Where in the records does the word "edges" occur? Copy each line in which it does.

(Stored dataset items)
:::

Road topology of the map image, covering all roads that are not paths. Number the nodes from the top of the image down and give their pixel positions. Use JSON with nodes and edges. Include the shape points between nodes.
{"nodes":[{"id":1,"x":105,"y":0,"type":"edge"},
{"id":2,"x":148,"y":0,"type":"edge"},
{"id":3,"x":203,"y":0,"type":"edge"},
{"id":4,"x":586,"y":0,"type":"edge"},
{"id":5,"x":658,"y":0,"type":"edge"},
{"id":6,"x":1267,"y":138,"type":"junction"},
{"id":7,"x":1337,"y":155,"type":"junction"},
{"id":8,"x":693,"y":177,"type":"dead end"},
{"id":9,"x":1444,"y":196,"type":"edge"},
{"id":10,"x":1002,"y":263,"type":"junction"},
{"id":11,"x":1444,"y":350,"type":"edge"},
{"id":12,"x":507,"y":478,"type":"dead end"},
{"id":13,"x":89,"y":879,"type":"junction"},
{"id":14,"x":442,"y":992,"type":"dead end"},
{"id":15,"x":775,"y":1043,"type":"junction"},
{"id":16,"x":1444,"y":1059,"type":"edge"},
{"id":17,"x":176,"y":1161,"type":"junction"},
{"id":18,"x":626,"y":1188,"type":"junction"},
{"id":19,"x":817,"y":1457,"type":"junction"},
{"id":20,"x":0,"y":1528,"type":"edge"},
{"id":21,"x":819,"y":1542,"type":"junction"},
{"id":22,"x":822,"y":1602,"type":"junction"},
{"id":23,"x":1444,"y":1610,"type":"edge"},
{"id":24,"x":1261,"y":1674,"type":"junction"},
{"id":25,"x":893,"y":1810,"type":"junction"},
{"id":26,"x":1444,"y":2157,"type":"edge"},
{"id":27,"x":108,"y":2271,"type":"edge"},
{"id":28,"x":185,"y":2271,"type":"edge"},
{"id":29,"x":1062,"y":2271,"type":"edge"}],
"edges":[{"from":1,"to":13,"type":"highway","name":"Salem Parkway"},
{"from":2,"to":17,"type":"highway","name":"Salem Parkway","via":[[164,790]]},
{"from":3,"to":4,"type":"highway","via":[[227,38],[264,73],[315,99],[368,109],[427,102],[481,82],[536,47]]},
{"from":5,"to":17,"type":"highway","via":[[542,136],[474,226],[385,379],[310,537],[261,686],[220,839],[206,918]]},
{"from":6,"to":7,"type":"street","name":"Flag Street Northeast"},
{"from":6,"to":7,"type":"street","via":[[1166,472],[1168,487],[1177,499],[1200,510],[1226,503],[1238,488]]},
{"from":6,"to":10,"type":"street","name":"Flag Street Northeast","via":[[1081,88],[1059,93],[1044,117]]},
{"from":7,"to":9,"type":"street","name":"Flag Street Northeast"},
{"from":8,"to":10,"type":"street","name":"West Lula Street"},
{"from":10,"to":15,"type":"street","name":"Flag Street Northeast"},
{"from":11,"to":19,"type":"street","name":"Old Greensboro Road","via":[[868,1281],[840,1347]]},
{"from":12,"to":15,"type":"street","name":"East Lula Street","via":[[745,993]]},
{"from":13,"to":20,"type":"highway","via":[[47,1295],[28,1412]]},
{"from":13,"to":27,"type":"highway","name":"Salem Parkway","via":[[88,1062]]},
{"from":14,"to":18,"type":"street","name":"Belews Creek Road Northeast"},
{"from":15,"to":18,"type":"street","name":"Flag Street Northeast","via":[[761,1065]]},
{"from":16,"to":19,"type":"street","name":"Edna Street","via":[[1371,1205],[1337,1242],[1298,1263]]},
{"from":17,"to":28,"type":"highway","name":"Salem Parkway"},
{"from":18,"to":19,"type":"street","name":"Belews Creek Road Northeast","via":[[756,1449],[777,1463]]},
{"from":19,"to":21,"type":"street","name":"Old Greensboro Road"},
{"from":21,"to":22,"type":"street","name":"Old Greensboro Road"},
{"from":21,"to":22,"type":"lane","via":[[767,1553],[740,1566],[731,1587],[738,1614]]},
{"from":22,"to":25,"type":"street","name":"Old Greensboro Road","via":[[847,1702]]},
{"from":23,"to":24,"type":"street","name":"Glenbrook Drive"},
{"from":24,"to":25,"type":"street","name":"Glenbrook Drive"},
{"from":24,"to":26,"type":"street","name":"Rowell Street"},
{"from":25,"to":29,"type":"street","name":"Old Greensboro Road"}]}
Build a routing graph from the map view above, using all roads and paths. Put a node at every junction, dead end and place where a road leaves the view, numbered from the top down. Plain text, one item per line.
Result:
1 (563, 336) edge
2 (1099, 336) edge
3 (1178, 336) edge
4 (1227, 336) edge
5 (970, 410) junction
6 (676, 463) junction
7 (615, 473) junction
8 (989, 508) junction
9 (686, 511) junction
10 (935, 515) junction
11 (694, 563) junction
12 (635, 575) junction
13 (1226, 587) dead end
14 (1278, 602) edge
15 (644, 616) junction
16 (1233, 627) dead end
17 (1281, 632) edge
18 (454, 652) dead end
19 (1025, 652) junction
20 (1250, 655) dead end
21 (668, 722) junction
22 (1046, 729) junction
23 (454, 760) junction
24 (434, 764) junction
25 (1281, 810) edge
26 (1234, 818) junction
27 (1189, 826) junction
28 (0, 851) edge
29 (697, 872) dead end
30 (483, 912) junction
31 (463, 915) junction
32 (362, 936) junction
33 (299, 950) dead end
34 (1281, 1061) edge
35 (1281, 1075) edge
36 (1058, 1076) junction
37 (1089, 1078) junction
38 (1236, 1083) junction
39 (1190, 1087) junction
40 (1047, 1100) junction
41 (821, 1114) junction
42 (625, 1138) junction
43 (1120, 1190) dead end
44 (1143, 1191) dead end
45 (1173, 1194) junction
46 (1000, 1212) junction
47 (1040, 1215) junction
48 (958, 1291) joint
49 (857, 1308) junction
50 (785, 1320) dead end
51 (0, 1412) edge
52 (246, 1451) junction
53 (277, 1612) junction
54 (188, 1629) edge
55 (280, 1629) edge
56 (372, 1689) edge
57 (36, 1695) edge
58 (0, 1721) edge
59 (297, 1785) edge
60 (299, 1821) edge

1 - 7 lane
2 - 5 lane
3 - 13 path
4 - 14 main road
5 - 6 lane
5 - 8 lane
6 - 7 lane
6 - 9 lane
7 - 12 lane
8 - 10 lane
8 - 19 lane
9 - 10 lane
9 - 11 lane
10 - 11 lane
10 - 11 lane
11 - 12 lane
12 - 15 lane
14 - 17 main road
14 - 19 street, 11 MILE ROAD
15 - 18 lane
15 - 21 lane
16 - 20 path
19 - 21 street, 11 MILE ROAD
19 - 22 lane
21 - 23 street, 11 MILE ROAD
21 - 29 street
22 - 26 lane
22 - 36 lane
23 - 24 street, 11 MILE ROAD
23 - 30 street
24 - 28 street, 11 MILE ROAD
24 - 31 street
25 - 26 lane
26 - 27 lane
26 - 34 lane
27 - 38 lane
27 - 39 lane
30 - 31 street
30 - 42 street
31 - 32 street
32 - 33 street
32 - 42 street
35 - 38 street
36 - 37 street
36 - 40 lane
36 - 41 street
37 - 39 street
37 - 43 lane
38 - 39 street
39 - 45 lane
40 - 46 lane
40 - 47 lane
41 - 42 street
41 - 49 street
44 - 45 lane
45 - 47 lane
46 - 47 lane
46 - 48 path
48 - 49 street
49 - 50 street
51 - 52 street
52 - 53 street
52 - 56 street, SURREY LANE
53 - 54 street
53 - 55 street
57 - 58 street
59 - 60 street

:::

- **RESPONSE TO THIS TASK**
Road topology of the map image, covering all roads that are not paths. Number the nodes from the top of the image down and give their pixel positions. Use JSON with nodes and edges. Include the shape points between nodes.
"edges":[{"from":1,"to":13,"type":"highway","name":"Salem Parkway"},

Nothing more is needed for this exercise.